▶ _TASK DETAILS_
Below are entries. Pull out all lines containing "fabs".

▶ _INPUT FOR THIS TASK_
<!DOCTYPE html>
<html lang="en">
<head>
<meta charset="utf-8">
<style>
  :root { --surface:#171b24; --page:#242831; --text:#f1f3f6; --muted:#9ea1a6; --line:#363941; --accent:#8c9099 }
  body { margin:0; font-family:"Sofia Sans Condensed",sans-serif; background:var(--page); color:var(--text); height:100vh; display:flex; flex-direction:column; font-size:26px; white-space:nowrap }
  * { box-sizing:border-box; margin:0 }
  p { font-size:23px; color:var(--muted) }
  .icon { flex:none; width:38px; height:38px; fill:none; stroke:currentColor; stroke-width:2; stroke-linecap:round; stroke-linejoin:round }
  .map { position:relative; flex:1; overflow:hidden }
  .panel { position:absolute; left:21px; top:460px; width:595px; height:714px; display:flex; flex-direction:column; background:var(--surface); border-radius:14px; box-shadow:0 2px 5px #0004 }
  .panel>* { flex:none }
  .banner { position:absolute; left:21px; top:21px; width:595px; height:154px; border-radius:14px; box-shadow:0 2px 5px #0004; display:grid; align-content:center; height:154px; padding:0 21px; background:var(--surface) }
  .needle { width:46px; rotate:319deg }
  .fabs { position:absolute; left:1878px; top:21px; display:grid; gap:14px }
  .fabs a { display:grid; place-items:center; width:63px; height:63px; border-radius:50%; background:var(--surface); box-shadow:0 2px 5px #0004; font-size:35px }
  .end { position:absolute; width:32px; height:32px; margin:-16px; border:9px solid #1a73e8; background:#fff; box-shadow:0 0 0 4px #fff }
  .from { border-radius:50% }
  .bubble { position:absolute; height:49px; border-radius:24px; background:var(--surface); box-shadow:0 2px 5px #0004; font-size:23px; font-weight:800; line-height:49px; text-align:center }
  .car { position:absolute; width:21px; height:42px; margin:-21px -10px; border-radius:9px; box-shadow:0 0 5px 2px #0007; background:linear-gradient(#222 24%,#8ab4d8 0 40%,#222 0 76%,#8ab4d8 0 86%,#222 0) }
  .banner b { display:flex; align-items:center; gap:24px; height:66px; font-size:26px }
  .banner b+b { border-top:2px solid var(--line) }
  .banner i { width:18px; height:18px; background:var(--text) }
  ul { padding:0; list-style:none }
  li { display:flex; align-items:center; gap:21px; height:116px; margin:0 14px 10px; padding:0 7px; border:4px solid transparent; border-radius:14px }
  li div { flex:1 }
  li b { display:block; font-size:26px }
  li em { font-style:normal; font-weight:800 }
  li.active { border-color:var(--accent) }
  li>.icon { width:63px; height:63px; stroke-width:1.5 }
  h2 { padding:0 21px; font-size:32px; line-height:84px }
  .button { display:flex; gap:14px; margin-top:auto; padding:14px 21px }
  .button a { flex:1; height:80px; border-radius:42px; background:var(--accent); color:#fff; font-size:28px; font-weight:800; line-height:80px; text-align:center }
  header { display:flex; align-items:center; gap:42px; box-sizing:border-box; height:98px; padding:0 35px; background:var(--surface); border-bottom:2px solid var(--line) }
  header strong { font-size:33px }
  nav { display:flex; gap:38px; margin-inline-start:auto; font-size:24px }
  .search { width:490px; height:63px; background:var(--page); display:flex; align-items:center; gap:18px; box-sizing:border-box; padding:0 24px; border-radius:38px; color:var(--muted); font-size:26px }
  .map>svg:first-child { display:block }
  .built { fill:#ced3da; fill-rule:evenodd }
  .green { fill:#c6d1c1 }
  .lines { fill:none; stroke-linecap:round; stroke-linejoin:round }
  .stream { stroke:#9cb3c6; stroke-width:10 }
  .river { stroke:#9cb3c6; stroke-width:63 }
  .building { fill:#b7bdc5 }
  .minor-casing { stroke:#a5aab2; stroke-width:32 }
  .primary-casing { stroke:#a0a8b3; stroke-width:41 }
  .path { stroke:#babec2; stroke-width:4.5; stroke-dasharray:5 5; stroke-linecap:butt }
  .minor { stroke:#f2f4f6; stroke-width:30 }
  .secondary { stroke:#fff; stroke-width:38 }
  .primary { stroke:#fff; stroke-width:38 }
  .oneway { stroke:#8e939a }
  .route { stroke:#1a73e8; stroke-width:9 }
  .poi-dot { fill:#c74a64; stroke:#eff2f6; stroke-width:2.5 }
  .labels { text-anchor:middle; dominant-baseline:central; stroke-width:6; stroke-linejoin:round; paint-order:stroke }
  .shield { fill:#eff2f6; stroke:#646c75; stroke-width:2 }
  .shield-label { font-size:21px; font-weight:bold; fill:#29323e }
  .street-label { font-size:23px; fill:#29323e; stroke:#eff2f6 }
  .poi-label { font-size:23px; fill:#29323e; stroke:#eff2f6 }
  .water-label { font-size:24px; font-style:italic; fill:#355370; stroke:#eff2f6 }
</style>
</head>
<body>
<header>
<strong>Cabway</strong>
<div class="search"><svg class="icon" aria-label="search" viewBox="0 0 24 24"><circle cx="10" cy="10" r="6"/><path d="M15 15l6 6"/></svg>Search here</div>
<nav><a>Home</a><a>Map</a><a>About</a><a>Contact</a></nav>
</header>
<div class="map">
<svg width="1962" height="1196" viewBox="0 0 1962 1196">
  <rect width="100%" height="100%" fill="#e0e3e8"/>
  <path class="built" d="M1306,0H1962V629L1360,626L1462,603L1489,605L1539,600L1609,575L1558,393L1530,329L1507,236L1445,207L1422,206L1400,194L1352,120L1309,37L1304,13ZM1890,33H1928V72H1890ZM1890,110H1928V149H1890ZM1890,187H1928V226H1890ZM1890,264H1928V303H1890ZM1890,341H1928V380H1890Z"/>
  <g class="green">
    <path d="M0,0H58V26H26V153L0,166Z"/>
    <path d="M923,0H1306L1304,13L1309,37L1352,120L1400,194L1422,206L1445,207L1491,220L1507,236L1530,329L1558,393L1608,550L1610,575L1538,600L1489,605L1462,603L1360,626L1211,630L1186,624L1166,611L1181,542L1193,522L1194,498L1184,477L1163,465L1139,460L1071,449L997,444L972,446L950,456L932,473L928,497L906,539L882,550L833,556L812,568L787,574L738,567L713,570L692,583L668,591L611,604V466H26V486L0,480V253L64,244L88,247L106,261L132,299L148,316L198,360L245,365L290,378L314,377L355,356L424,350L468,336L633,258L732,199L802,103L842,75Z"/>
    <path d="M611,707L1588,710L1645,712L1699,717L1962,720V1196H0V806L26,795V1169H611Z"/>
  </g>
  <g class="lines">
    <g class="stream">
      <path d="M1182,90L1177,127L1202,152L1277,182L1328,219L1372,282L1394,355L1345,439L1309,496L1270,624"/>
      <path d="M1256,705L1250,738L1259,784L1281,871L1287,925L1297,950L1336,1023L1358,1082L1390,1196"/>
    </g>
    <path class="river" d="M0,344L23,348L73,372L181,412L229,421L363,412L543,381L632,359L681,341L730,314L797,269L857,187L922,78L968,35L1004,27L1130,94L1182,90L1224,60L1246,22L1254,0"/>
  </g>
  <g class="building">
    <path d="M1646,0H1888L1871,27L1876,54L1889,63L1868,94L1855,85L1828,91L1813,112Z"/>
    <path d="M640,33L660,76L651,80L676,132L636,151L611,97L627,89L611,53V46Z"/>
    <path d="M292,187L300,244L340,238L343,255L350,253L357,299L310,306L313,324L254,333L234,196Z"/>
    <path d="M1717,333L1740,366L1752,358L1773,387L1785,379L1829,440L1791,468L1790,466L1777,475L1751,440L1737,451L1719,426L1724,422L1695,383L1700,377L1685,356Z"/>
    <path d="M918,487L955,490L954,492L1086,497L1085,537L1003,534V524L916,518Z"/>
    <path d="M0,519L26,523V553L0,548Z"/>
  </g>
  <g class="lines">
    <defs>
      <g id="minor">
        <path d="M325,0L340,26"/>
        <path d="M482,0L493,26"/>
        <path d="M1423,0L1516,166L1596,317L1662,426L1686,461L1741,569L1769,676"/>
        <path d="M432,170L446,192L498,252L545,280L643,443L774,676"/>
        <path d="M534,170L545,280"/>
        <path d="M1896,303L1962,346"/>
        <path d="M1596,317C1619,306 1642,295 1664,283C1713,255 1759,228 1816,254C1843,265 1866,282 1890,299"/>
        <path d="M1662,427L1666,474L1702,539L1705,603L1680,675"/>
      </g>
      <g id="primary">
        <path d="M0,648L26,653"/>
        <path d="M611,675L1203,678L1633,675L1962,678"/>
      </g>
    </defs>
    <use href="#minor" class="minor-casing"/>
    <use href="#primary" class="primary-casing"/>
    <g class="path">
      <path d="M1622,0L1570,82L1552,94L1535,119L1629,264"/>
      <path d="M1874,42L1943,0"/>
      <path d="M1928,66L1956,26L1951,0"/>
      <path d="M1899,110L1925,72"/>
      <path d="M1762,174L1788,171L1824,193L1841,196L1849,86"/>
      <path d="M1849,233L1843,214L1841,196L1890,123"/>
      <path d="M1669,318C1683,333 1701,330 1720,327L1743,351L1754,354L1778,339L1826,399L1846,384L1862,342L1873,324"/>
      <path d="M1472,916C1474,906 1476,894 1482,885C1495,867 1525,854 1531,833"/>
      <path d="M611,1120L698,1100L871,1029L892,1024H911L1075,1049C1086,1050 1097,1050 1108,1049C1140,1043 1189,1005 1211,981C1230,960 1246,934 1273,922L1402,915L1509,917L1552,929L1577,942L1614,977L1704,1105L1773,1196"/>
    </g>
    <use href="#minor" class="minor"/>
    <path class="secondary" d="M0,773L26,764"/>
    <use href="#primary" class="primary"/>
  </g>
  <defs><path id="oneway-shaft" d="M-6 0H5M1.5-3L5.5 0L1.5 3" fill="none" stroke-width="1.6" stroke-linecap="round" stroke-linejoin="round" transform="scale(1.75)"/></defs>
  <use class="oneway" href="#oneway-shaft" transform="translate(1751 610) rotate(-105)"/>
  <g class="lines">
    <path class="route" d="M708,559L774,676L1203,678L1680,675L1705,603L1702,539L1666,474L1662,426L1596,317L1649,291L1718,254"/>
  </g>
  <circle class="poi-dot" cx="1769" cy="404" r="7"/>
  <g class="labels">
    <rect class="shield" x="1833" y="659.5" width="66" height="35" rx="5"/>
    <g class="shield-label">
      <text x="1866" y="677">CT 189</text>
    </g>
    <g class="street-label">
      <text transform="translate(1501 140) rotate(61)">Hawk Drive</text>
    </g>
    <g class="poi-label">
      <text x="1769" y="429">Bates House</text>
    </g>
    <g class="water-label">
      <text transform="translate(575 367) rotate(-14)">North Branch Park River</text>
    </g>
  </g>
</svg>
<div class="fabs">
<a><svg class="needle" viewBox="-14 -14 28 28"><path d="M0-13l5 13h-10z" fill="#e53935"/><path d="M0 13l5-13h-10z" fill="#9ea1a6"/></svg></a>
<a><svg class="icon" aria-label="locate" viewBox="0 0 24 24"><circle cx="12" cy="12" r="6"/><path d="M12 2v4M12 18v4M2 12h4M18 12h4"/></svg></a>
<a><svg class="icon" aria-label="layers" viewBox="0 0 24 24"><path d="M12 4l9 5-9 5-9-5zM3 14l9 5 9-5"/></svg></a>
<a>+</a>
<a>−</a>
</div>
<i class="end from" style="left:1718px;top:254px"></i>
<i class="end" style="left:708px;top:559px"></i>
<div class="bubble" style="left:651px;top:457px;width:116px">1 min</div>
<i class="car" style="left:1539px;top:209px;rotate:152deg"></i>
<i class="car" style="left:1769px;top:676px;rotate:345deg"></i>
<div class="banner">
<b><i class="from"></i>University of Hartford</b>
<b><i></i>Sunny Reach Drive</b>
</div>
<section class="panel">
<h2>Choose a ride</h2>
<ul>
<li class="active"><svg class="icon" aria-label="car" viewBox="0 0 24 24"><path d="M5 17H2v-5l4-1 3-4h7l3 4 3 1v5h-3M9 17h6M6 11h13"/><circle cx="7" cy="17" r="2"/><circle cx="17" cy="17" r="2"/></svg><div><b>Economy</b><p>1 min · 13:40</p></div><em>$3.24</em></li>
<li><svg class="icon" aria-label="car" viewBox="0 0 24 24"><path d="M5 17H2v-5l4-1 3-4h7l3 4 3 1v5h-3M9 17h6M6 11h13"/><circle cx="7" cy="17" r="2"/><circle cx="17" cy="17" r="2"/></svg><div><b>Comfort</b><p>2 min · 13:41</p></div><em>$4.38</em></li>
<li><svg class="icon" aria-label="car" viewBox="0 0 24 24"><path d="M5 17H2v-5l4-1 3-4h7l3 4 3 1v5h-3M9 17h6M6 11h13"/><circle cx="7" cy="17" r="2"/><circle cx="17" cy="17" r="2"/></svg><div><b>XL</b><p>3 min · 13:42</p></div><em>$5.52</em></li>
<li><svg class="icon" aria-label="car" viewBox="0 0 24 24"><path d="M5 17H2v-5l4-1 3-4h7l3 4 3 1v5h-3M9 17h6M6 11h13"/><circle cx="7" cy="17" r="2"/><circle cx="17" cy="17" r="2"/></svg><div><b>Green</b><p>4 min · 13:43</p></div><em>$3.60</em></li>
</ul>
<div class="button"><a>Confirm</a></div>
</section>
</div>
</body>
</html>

▶ _OUTPUT OF THE TASK_
  .fabs { position:absolute; left:1878px; top:21px; display:grid; gap:14px }
  .fabs a { display:grid; place-items:center; width:63px; height:63px; border-radius:50%; background:var(--surface); box-shadow:0 2px 5px #0004; font-size:35px }
<div class="fabs">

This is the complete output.